LA CITÉ DU LIGNON À VERNIER (GE)
Cet ensemble d’envergure, témoin de l’architecture moderne d’après-guerre (années 60), s’était transformé en une véritable passoire énergétique. Une rénovation profonde a donc été entreprise entre 2012 et 2022 sur ce bâtiment de plus d’un kilomètre de long et de 15 à 18 étages pouvant accueillir jusqu’à 10’000 habitants. Son chantier, devisé à 18 millions de francs, a été principalement réalisé depuis l’intérieur des logements. Notamment:
- La variante «façade neuve» a été écartée en raison de son rapport coût-utilité défavorable et de la perte de la substance originale qu’elle aurait entraînée. La variante «rénovation» a, quant à elle, permis de réduire la consommation d’énergie de chauffage de 40% environ.
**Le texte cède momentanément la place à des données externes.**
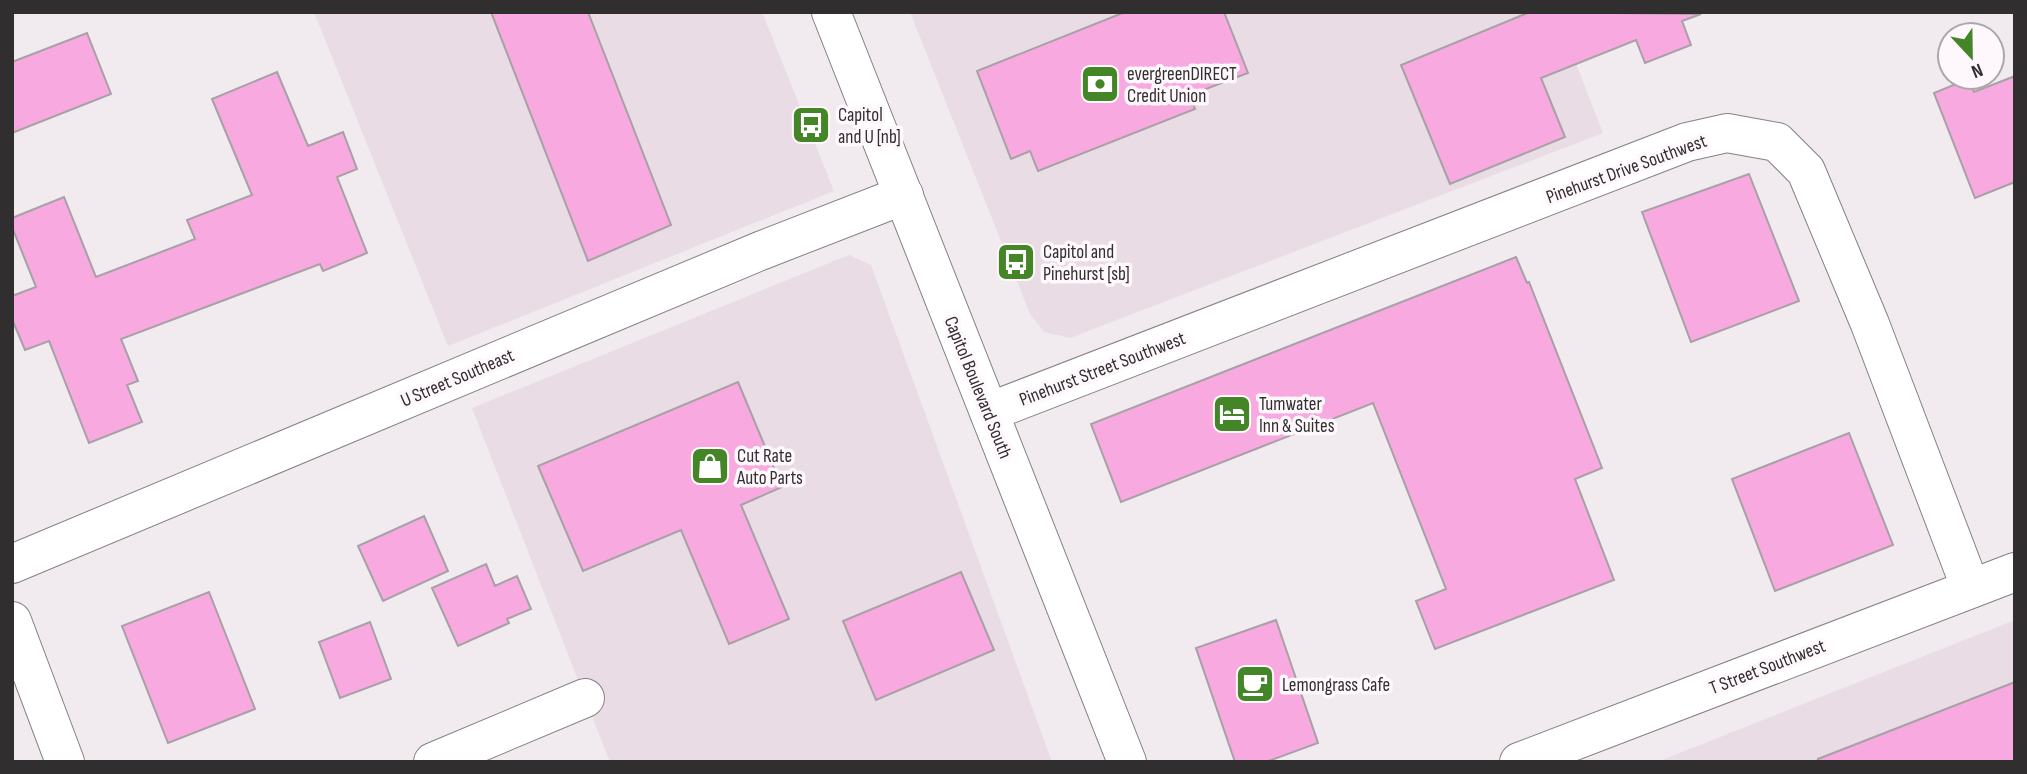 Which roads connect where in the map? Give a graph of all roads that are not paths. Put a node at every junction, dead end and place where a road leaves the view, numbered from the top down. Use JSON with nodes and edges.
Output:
{"nodes":[{"id":1,"x":831,"y":12,"type":"edge"},
{"id":2,"x":904,"y":195,"type":"junction"},
{"id":3,"x":1216,"y":325,"type":"joint"},
{"id":4,"x":989,"y":412,"type":"junction"},
{"id":5,"x":12,"y":564,"type":"edge"},
{"id":6,"x":2015,"y":572,"type":"edge"},
{"id":7,"x":1971,"y":589,"type":"junction"},
{"id":8,"x":12,"y":621,"type":"edge"},
{"id":9,"x":585,"y":698,"type":"dead end"},
{"id":10,"x":65,"y":762,"type":"edge"},
{"id":11,"x":433,"y":762,"type":"edge"},
{"id":12,"x":1127,"y":762,"type":"edge"},
{"id":13,"x":1520,"y":762,"type":"edge"}],
"edges":[{"from":1,"to":2,"type":"street","name":"Capitol Boulevard South"},
{"from":2,"to":4,"type":"street","name":"Capitol Boulevard South"},
{"from":2,"to":5,"type":"street","name":"U Street Southeast"},
{"from":3,"to":4,"type":"street","name":"Pinehurst Street Southwest"},
{"from":3,"to":7,"type":"street","name":"Pinehurst Drive Southwest"},
{"from":4,"to":12,"type":"street","name":"Capitol Boulevard South"},
{"from":6,"to":7,"type":"street","name":"T Street Southwest"},
{"from":7,"to":13,"type":"street","name":"T Street Southwest"},
{"from":8,"to":10,"type":"street"},
{"from":9,"to":11,"type":"street"}]} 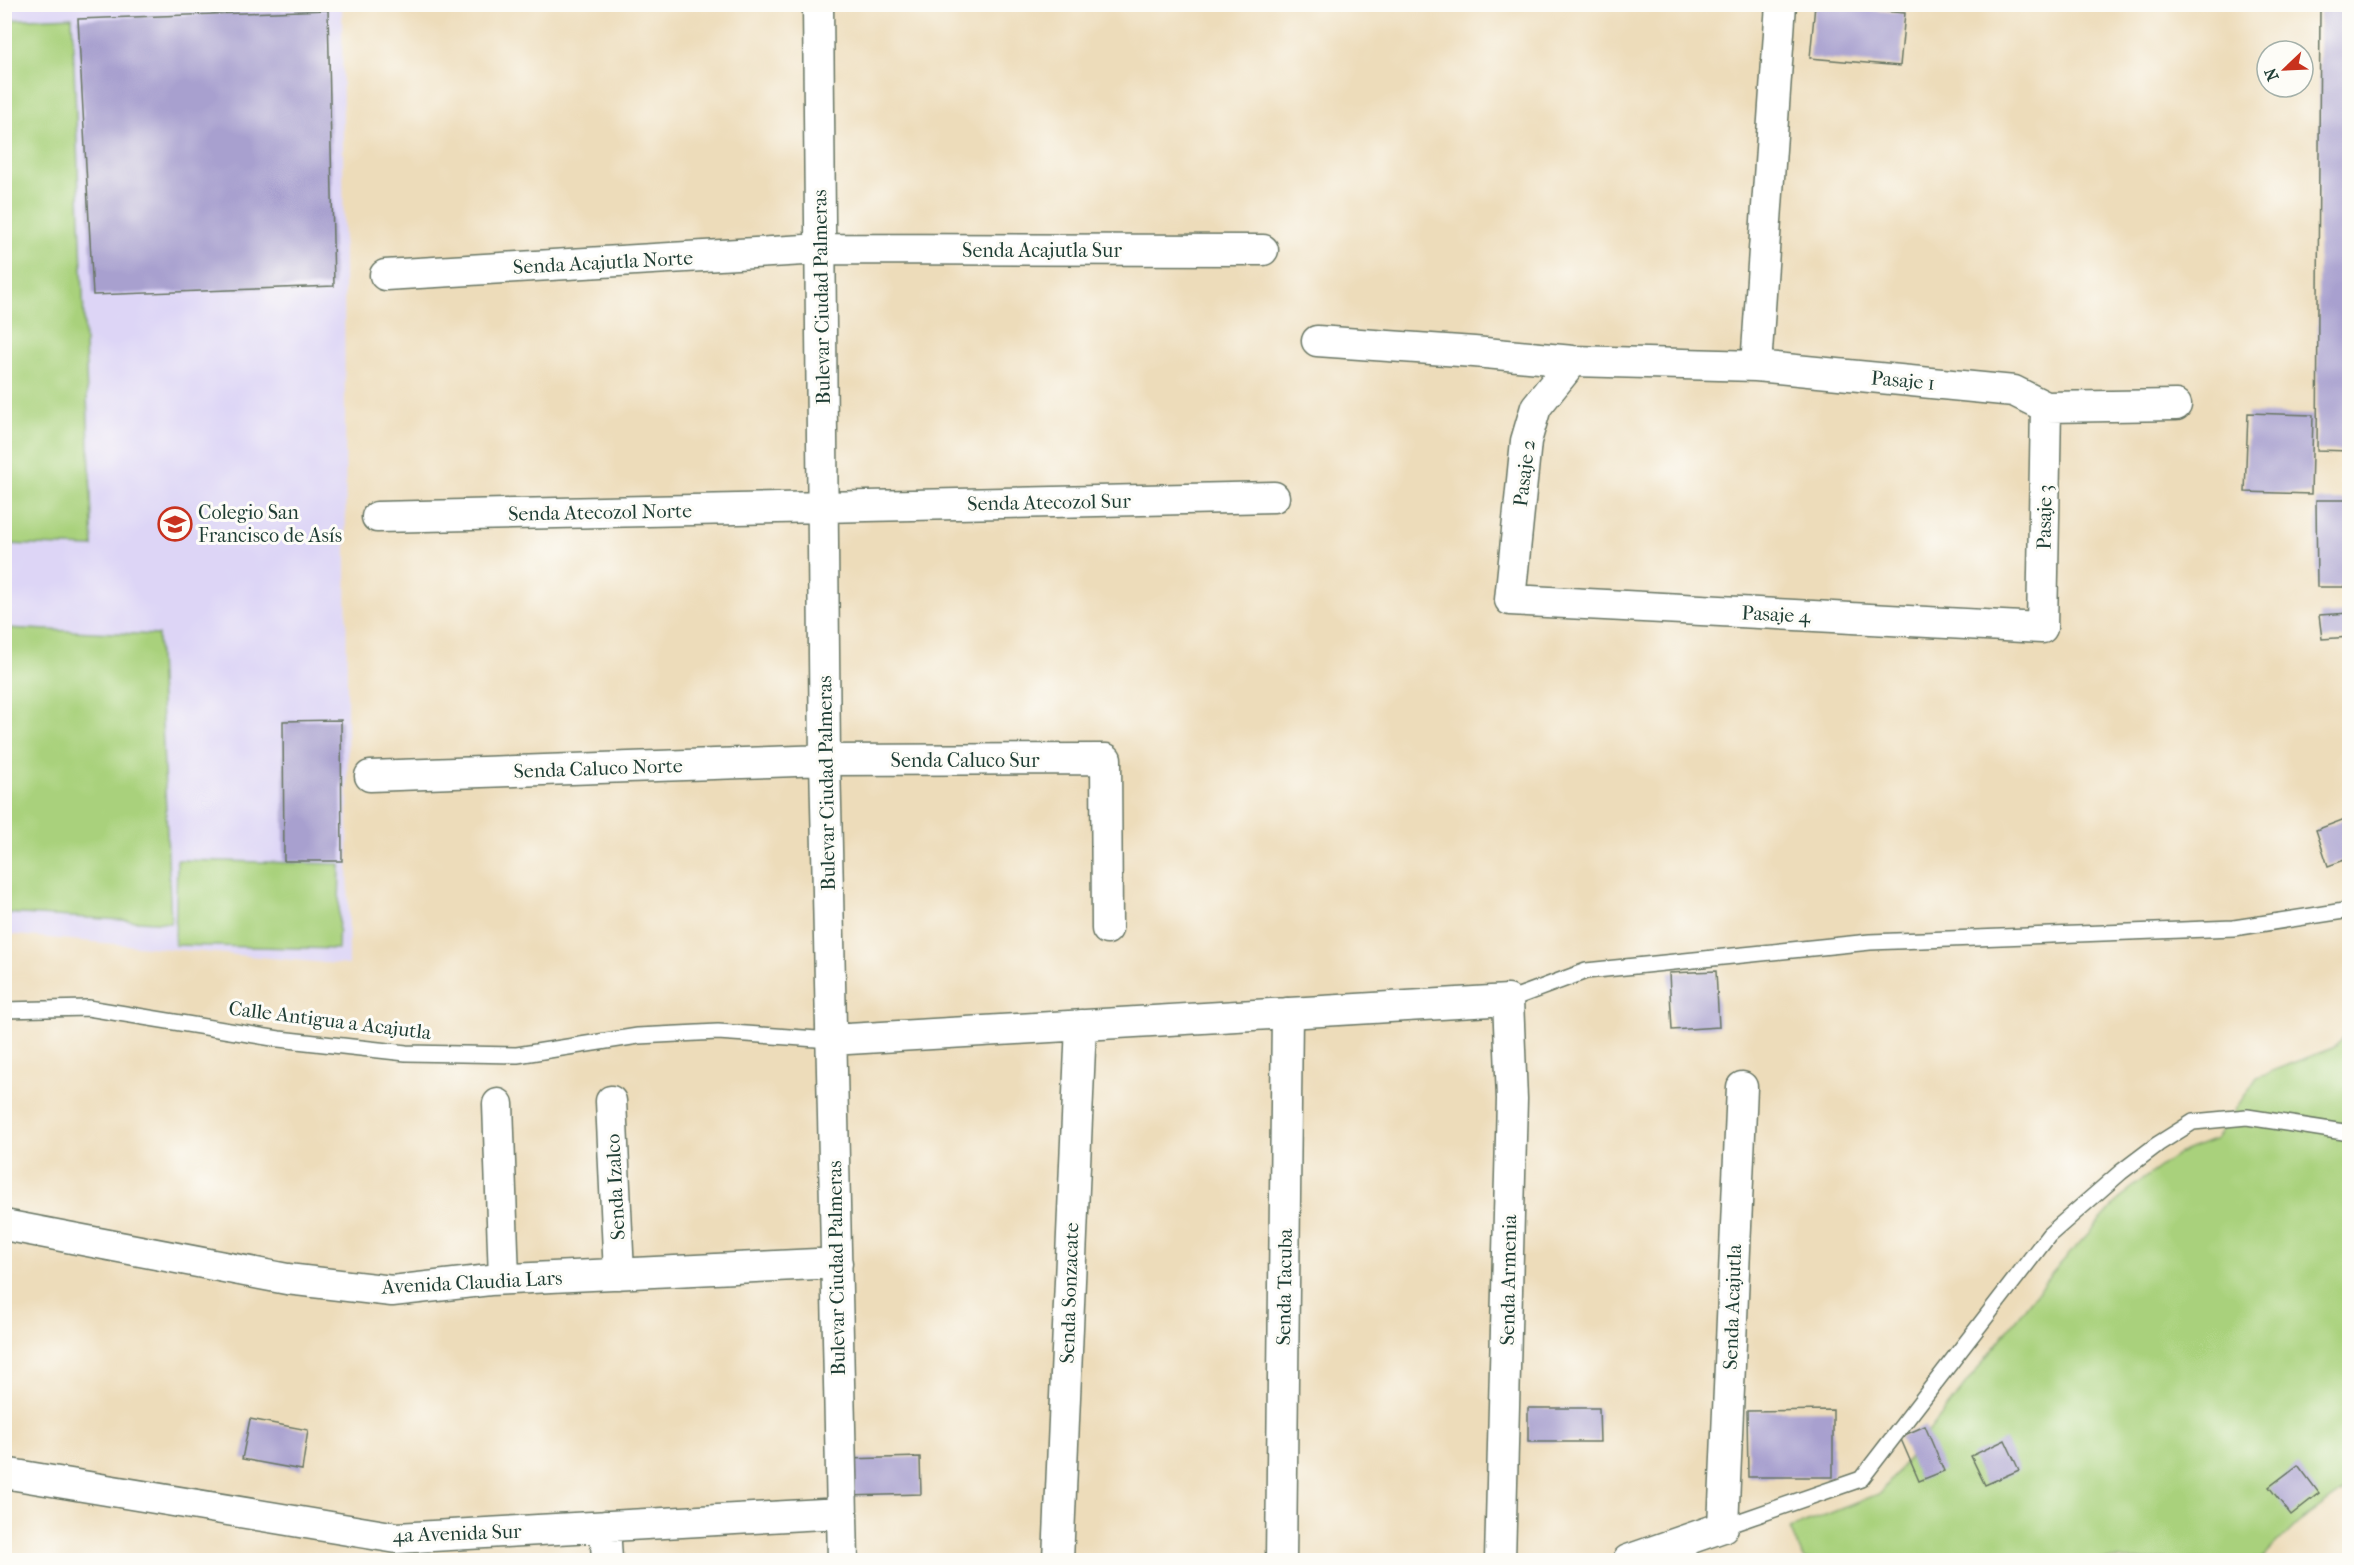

- Une allée – la 49 – a été choisie en 2012 par le bureau d’architecture pour servir de prototype aux essayages d’isolations. Pour gagner en isolation thermique, une couche de matériau synthétique a été glissée à l’intérieur des cloisons. Le procédé est similaire pour les fenêtres avec l’ajout d’un double vitrage. Résultat de l’opération: les parois intérieures se sont épaissies de quatre centimètres seulement, pour une consommation énergétique diminuée de près de 30%.
- L’assainissement de l’enveloppe thermique a été effectué car le système de «murs-rideaux» du Lignon ne répondait plus aux exigences énergétiques actuelles.
- Les espaces communs, coursives et halls d’entrée ont repris leurs couleurs d’antan, parfois recouvertes sous 32 couches de peinture. Les pierres de Trani, qui tapissaient les allées, ont été retrouvées dans leurs carrières originelles d’Italie. Dotées des mêmes veines, les pierres remplacées sont, quant à elles, impossibles à distinguer de celles posées en 1969.
- Outre ce travail sur l’efficacité thermique, les tuyauteries, les couloirs et les cages d’escalier ont également été refaits à neuf.
LA VILLA VERDAN À BIENNE (BE)
Située au 75 du faubourg du Lac, cette bâtisse du XIXe siècle (environ 1860) appartenait autrefois à la riche famille Verdan, puis à la Ville de Bienne. En 2008, Nicolas Hayek l’achète avec l’intention d’y installer le siège de sa nouvelle société Tiffany & Watch Co mais elle finira par être vendue à l’architecte Pierre Liechti qui a démarré des travaux de rénovation en septembre dernier. Neufs appartements et des bureaux viendront enrichir cette résidence aux normes Minergie-P. Le «Parc Verdan» construit sur le même terrain, derrière l’historique villa, devrait abriter quant à lui 34 appartements avec les mêmes exigences énergétiques:
- Un raccordement au chauffage à distance de la Bourgeoisie de Bienne, qui fonctionne au bois.
- La conservation de l’intégralité des structures internes et de la façade mais des nouveaux planchers et des nouvelles fenêtres.
- L’installation de panneaux photovoltaïques sur la toiture.
- La solidification des bases de la villa Verdan qui a tendance à s’affaisser (jusqu’à 18 cm de tassement côté sud). Pour la stabiliser, un système de pieux a été choisi.
Le processus de rénovation en 5 étapes
1. Commencer par contacter le service cantonal en charge de la conservation des bâtiments, au début de la planification. Ces conseils gratuits permettent de lister les modifications autorisées et d’éliminer! les projets n’ayant aucune chance d’obtenir un permis. Une occasion également pour prendre connaissances des diverses subventions proposées.
2. Ensuite, se tourner vers un architecte reconnu du domaine qui connait les prescriptions en matière de conservation des bâtiments. Celui-ci aidera par ailleurs à rassembler les documents nécessaires à la soumission d’une demande de permis de construire.
3.Déposer la demande de permis de construire à la commune qui le contrôlera et le transmettra aux services cantonaux en charge de la conservation des bâtiments. Ces derniers établiront alors un rapport d’expertise.
4. Le permis de construire octroyé, les travaux de transformation peuvent enfin démarrer et mieux vaut, pendant toute la phase des transformations, être accompagné par un spécialiste en monuments historiques pour un avis complémentaire à celui de l’architecte.
5. Lorsque le projet de construction est achevé, il doit encore être réceptionné par la commune.